Proton Savvy Car Review

This week Nicholas reviews the Proton Savvy. Read Nicholas’ other reviews. Ed

Proton SavvyAt £7,995 on the road, this Proton Savvy is one of the cheapest ways of getting a brand new car on your driveway.

You get a three year warranty, electric windows, twin airbags, a CD player and rear parking sensors – but all of that comes in one of the worst cars I’ve driven in ages.

Fell apart
Whilst it’s cheap, has plenty of kit and is an attractive design, everything else falls apart under scrutiny – quite literally, in the case of the plastic steering wheel and other offensive bits of cabin trim.
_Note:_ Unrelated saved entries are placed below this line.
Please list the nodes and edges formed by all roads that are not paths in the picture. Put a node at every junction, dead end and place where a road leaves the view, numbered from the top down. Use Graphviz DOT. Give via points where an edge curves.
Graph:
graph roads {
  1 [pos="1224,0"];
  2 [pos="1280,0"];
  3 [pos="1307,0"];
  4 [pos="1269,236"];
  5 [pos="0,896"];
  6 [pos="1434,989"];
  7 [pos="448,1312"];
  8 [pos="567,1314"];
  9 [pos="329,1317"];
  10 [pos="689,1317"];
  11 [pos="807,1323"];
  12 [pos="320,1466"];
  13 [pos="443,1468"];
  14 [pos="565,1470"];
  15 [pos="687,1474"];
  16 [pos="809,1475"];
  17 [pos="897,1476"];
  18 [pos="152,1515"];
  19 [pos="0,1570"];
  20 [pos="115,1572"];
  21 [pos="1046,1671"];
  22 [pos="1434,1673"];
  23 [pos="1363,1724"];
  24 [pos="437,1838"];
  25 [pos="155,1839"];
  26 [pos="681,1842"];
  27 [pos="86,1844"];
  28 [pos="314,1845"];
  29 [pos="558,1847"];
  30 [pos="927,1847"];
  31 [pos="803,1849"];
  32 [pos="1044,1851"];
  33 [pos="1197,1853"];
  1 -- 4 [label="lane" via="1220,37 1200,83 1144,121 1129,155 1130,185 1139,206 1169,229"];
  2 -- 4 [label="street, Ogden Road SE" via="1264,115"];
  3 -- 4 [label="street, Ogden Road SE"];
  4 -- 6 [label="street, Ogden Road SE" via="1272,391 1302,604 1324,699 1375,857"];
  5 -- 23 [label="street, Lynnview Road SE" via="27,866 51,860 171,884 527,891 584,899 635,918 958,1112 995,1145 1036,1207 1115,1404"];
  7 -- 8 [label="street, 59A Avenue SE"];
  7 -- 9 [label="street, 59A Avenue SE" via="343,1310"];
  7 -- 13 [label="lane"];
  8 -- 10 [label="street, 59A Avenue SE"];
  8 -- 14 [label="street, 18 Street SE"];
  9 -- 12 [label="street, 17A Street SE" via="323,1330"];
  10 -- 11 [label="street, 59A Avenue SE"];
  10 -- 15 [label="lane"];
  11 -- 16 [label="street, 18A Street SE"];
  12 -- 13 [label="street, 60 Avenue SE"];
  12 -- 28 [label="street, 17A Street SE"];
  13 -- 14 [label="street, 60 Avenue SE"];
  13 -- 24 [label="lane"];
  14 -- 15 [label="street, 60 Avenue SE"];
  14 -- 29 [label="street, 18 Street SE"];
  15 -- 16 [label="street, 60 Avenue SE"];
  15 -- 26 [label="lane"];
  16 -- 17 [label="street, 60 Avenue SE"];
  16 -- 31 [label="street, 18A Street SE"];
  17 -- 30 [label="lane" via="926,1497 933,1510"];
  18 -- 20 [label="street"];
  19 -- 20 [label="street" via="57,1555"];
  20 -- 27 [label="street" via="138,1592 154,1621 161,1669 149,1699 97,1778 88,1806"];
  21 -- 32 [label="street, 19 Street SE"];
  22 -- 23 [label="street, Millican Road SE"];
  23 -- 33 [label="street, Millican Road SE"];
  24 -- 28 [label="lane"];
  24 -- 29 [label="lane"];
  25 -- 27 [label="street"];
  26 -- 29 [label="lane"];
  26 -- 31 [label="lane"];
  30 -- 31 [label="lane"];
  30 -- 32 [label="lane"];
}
By 50mph, wind and road noise becomes an intrusive boom that rules out relaxed motorway driving and the poor stereo can do nothing to hide the thrashy engine.

The ride is adequate but is awful at lower speeds, thumping into potholes in town.

Engine power not bad
The engine gives 75bhp for 49mpg, which isn’t actually too bad for a 1.2, and if the car has a redeeming feature it is that the handling and grip levels easily contain the engine’s output.

It isn’t a fun car to drive round corners however – it is stiff enough but the steering doesn’t inspire too much confidence.

It feels cheap not cheerful
It’s not an entirely unpleasant car, but it feels cheap not cheerful. Service intervals are too frequent, insurance costs too high and residual values pitiful.

Tragically for Proton, it isn’t cheap enough – rivals like the Renault Twingo and VW Fox start at about the same price, and will hold their value more, and, are in a different league for refinement and build quality.